Hamiltonian Cycles and
Traveling Salesperson
 

A Hamiltonian Cycle is a tour that visits each vertex in a graph exactly once.

Input: An unweighted graph G.
Output: Does there exist a simple tour that visits each vertex in G without
    repetition?
 

This can be reduced into the Traveling salesperson problem. The two problems are very similar: each asks for a tour that visits each vertex once.
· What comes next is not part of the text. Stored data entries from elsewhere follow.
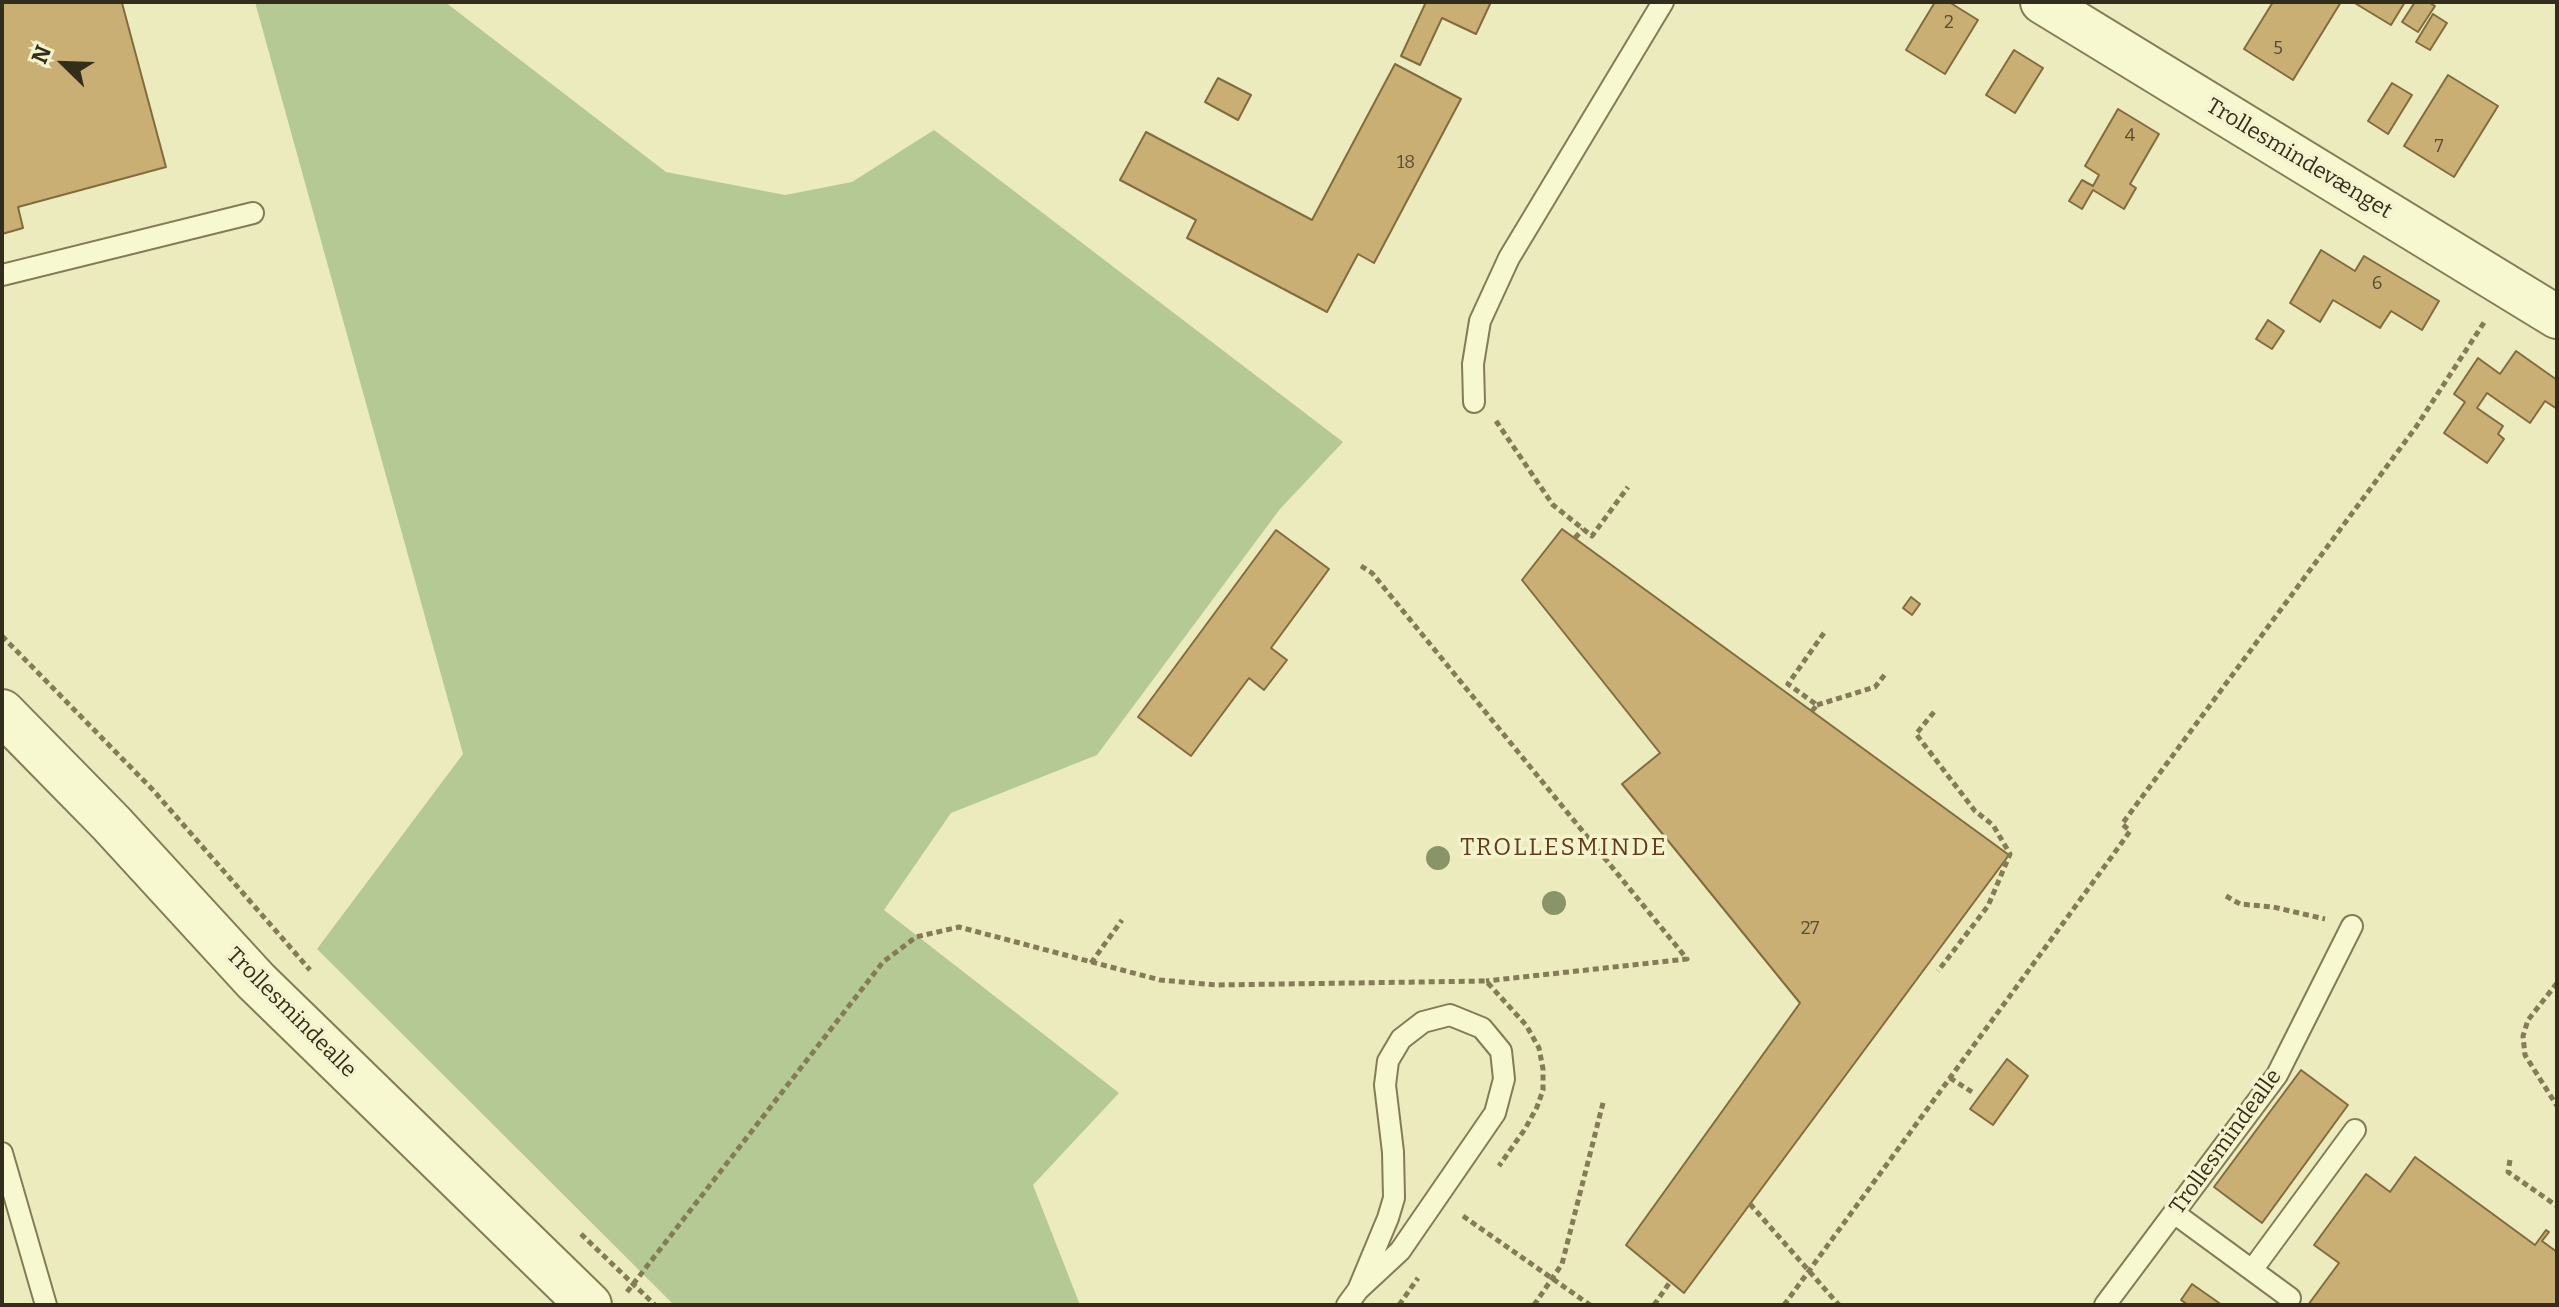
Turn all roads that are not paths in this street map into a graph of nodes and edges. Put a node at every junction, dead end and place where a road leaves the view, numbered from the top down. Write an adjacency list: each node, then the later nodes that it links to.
1 (1663, 2): 6 (lane)
2 (2042, 2): 5 (street, Trollesmindevænget)
3 (253, 213): 4 (lane)
4 (2, 275)
5 (2557, 317)
6 (1474, 402)
7 (2, 712): 15 (street, Trollesmindealle)
8 (2352, 926): 11 (lane, Trollesmindealle)
9 (2355, 1130): 12 (lane)
10 (2, 1153): 16 (lane)
11 (2174, 1213): 12 (lane); 17 (lane, Trollesmindealle)
12 (2252, 1270): 14 (lane)
13 (1353, 1298): 13 (lane)
14 (2290, 1298)
15 (607, 1300)
16 (46, 1305)
17 (2105, 1305)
The primary difference is that the TSP is on a weighted graph.  Here is the reduction:

Hamiltonian Cycle(G= (V,E))
    Construct a complete weighted graph G' = (V',E') where V' = V
    n = |V|
    for i = 1 to n do
        for j = 1 to n do, if (i,j) exists in E then w(i,j) = 1 else w(i,j) = 2
    Return answer to TSP(G',n)
 

TSP
Input :  A weighted graph G and a value n
Output: Does a simple tour exist in G so every vertex is visited exactly once and
    the sum of the edges traveled is equal to n.

In order to get a cost n in the TSP problem, then the weight each edge in G' traveled must equal 1. This mean that the edge is in G and a Hamiltonian Cycle exists.
 
 

The answer to the the two problems will be identical.
 
 

Thank You....
 

Yes, I still haven't turned in my programming project.......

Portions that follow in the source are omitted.